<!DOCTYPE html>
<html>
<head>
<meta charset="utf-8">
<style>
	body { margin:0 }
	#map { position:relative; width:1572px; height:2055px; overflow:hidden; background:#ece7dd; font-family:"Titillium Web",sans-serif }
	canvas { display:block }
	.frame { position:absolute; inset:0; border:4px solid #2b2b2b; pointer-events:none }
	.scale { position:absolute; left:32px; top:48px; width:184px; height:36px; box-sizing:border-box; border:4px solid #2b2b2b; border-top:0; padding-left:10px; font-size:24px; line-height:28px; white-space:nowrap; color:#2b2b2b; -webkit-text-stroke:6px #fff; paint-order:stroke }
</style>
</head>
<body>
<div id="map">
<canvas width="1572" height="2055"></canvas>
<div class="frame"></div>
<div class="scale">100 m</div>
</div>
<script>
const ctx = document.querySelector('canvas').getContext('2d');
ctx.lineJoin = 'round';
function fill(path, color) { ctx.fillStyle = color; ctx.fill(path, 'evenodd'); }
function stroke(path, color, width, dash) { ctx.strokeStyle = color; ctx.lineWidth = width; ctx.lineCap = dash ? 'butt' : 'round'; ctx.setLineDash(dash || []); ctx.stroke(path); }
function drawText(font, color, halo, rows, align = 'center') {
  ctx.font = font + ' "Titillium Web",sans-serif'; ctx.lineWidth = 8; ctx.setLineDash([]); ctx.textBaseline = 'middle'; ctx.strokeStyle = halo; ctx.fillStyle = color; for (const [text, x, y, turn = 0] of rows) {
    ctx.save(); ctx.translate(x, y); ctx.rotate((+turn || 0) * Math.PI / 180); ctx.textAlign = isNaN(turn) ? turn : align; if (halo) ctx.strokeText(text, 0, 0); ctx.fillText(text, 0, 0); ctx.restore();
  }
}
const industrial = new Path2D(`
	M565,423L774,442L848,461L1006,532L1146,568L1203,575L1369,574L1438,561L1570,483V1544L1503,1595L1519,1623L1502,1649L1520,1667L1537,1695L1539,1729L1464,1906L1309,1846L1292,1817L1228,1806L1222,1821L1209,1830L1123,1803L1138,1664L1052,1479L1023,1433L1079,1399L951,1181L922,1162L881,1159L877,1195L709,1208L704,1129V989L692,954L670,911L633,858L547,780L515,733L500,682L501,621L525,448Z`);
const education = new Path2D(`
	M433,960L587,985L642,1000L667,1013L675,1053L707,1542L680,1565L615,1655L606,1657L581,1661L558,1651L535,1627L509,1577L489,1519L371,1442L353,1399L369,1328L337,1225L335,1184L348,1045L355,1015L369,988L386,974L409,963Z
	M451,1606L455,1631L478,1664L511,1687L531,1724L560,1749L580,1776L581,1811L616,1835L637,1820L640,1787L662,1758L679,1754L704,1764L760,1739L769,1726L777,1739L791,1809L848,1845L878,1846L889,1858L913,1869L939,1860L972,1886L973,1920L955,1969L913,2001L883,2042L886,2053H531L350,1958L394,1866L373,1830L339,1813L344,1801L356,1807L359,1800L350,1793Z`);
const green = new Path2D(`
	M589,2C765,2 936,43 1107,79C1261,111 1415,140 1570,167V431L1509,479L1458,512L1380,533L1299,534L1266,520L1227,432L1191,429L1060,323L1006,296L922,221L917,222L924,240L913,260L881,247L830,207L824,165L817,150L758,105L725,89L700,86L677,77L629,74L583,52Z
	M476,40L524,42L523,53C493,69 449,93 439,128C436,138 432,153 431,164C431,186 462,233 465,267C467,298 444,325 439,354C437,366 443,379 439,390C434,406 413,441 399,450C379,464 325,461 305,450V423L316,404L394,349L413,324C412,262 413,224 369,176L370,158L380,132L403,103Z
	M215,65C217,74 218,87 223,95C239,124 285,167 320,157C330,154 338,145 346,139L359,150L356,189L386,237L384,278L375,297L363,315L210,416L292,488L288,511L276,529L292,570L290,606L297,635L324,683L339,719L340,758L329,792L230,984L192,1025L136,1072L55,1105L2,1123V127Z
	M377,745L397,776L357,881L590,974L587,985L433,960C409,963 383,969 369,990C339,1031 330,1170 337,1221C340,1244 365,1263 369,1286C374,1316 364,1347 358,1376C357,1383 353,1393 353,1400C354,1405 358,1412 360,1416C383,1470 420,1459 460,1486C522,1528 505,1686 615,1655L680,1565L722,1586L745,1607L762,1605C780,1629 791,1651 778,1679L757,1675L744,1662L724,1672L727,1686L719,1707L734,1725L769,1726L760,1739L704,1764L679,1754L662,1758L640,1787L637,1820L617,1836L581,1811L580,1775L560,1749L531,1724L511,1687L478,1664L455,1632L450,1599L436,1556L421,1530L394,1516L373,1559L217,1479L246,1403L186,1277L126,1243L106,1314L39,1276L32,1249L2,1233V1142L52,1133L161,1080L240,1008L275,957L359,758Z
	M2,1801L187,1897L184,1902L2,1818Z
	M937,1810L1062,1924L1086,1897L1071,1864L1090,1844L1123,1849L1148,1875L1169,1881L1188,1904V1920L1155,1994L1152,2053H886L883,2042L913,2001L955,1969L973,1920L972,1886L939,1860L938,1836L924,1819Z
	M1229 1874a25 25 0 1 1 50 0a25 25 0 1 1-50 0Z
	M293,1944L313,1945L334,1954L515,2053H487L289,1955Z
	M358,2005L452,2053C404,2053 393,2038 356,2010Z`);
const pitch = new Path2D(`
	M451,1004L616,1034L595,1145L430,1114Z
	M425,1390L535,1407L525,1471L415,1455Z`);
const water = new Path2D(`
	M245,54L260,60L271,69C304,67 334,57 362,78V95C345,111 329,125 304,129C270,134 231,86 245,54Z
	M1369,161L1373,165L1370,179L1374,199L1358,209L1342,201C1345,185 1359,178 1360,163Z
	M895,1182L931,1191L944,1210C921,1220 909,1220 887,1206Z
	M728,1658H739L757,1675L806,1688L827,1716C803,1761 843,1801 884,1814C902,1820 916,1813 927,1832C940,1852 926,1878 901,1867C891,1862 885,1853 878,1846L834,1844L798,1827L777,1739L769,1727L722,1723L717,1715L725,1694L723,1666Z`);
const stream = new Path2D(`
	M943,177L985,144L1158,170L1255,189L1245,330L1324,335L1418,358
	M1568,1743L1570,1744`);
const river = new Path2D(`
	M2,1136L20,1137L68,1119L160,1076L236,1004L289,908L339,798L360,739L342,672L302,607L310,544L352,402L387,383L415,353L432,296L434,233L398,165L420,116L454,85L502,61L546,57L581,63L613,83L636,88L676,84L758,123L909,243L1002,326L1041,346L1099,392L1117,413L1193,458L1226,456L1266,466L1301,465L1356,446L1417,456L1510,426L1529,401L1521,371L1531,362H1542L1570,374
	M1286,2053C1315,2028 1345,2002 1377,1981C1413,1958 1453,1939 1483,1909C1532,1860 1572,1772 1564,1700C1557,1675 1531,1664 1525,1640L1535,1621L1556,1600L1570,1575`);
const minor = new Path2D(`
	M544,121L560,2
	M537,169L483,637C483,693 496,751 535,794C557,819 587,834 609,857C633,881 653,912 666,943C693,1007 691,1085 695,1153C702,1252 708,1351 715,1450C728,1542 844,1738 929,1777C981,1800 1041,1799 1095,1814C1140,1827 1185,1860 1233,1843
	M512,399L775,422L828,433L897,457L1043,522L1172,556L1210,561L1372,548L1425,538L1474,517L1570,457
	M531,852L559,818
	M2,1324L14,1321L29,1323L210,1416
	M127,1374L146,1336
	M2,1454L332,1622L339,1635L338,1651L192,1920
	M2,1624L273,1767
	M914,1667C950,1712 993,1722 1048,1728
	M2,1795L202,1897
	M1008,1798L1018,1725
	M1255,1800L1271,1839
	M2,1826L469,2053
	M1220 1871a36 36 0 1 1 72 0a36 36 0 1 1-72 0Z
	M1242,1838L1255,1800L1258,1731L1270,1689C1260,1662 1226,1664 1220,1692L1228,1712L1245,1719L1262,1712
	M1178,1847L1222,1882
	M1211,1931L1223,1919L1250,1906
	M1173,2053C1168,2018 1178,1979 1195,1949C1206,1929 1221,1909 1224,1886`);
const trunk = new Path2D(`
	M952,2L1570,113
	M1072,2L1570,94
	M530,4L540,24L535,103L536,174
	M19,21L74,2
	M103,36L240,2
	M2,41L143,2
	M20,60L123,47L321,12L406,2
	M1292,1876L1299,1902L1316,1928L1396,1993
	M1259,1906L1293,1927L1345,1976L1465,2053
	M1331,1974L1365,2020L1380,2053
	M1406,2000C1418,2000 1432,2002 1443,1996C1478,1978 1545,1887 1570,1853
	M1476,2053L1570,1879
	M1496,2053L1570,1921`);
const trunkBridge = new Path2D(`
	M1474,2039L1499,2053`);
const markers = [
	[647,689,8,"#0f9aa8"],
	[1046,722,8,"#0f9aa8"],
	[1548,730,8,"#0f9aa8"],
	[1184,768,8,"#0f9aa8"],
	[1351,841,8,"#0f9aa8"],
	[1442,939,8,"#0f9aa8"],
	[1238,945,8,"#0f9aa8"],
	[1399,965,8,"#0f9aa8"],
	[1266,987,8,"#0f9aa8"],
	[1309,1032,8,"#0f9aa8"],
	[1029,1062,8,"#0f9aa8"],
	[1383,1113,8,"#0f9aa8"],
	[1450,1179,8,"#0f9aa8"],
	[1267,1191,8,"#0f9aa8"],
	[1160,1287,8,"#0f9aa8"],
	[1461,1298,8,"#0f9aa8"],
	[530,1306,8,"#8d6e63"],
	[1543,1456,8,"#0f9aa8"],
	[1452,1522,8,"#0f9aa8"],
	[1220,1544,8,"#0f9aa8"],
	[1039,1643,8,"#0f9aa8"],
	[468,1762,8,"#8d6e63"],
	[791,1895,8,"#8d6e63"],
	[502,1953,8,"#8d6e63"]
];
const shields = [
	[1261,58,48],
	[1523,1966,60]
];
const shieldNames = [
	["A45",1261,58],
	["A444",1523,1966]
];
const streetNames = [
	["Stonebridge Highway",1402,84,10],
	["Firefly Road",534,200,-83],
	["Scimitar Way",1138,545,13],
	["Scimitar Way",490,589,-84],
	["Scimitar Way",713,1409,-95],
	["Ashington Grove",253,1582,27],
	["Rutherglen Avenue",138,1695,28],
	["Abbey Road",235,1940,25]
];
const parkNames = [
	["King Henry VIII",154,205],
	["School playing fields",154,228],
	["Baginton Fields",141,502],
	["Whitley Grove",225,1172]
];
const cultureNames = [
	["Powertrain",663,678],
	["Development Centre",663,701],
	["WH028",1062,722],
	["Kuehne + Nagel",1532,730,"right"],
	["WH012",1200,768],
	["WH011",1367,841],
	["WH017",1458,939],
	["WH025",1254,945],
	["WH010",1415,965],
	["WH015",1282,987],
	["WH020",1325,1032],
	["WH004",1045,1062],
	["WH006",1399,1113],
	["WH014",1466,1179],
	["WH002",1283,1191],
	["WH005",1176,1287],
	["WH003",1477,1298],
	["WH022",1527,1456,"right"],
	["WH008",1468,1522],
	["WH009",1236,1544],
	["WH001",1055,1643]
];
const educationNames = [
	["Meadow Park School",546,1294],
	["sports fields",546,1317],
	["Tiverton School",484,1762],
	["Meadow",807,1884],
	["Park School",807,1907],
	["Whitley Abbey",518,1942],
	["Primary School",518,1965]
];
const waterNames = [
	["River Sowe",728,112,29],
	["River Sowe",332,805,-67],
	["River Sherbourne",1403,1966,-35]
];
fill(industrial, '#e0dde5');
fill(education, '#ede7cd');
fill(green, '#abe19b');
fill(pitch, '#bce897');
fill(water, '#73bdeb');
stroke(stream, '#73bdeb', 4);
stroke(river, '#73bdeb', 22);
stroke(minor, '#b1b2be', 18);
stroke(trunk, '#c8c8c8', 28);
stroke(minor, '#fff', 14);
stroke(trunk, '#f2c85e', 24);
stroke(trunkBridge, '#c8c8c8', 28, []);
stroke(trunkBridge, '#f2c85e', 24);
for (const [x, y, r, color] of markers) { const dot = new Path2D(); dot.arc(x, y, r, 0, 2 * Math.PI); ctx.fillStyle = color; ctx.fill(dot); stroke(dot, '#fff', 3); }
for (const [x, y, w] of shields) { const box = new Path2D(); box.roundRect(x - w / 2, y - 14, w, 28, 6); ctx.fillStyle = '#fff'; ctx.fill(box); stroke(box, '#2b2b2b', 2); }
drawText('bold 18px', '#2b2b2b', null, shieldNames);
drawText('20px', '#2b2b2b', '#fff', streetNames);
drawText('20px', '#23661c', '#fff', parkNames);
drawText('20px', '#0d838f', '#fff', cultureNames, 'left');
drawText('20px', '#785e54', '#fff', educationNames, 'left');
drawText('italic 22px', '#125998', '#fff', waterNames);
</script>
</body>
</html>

What needs to be done — Quote, with nothing altered, all lines from the start of the entries to the line that carries "position:absolute; inset:0; border:4px", inclusive.

Response to the exercise —
<!DOCTYPE html>
<html>
<head>
<meta charset="utf-8">
<style>
	body { margin:0 }
	#map { position:relative; width:1572px; height:2055px; overflow:hidden; background:#ece7dd; font-family:"Titillium Web",sans-serif }
	canvas { display:block }
	.frame { position:absolute; inset:0; border:4px solid #2b2b2b; pointer-events:none }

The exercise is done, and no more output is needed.